The first successful human corneal transplant was around 1900 by Zirm, corneal xenografting having been tried as early as 1837 but without notable success. From the early 1950s, Calne envisaged kidney transplantation as a practicable therapy; and surgical, immunological, and immunosuppressive advances made it so by the mid‐1980s. By 1970, Barnard had pioneered heart transplantation; and liver transplantation was also under way. Xenografting from transgenic pigs was an unrealized challenge of the next decades, together with improvements in unrelated donor bone marrow transplantation and therapeutic exploitation of stem cell banking. Interventional ventilation has not been proceeded with, and there has been more emphasis on realizing national potentials for living related kidney transplantation together with ethical and matching safeguards for unrelated living renal transplantation.

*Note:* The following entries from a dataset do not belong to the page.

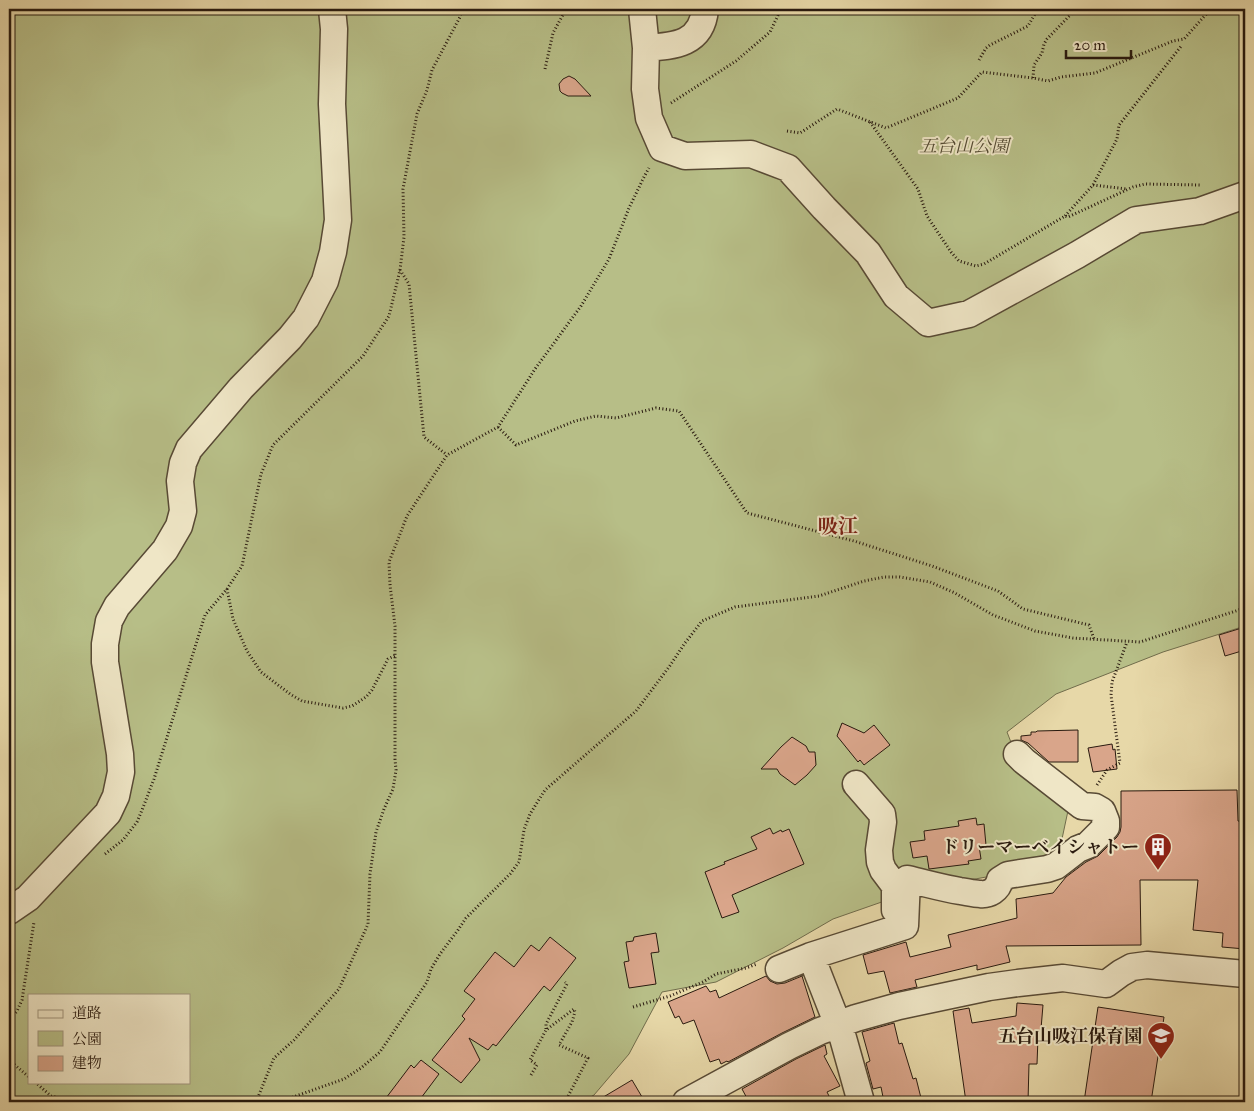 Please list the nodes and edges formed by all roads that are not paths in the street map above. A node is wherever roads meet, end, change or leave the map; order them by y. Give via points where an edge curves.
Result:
1 (332, 9) edge
2 (642, 9) edge
3 (705, 9) edge
4 (646, 48) junction
5 (1245, 195) edge
6 (1017, 754) dead end
7 (856, 784) dead end
8 (9, 911) edge
9 (896, 929) junction
10 (811, 956) junction
11 (770, 966) road end
12 (1245, 974) edge
13 (837, 1024) junction
14 (686, 1102) edge
15 (861, 1102) edge

1 - 8 street via 332,104 338,220 334,252 325,281 306,318 290,338 189,448 180,481 183,511 180,526 165,550 117,606 109,621 105,662 121,772 116,796 108,813 28,898
2 - 4 street
3 - 4 street via 694,35 683,43
4 - 5 street via 644,89 650,118 662,148 685,156 751,154 788,168 868,253 896,296 928,323 969,314 1136,220 1200,211
6 - 9 street via 1082,806 1102,811 1106,827 1088,845 1056,866 1008,875 992,892 981,895 907,879 905,926
7 - 9 street via 882,814 880,862 894,886
9 - 10 street
10 - 11 street
10 - 13 street
12 - 13 street via 1148,965 1132,967 1106,984 1063,978 1018,983 899,1006
13 - 14 street
13 - 15 street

By 1990, transplantation had achieved 1‐year graft survival rates of 80% or more for most solid organs, and had done so through surgical innovation, advances in immunosuppression, beneficial and favorable matching of kidney donor to recipient, better preservation solutions, and by studying center variation in donor rates as well as in transplant outcome. In the 1990s, shortage of cadaveric donor organs was a limiting factor which the use of split livers or of domino heart transplants from cystic fibrosis heart‐lung block recipients mitigated only very partially. Epidemiological studies monitor malignancies secondary to immunosuppression.
Quality of life
as well as length of life (
see
Life Expectancy
) is improved by transplantation.
Statistical science has underpinned much of the above progress.
The past decade has seen transplant organizations internationally seeking to increase the equity and transparency as well as efficiency (e.g., in terms of quality‐adjusted life‐years) of their policies for national (and local) allocation of cadaveric donor organs.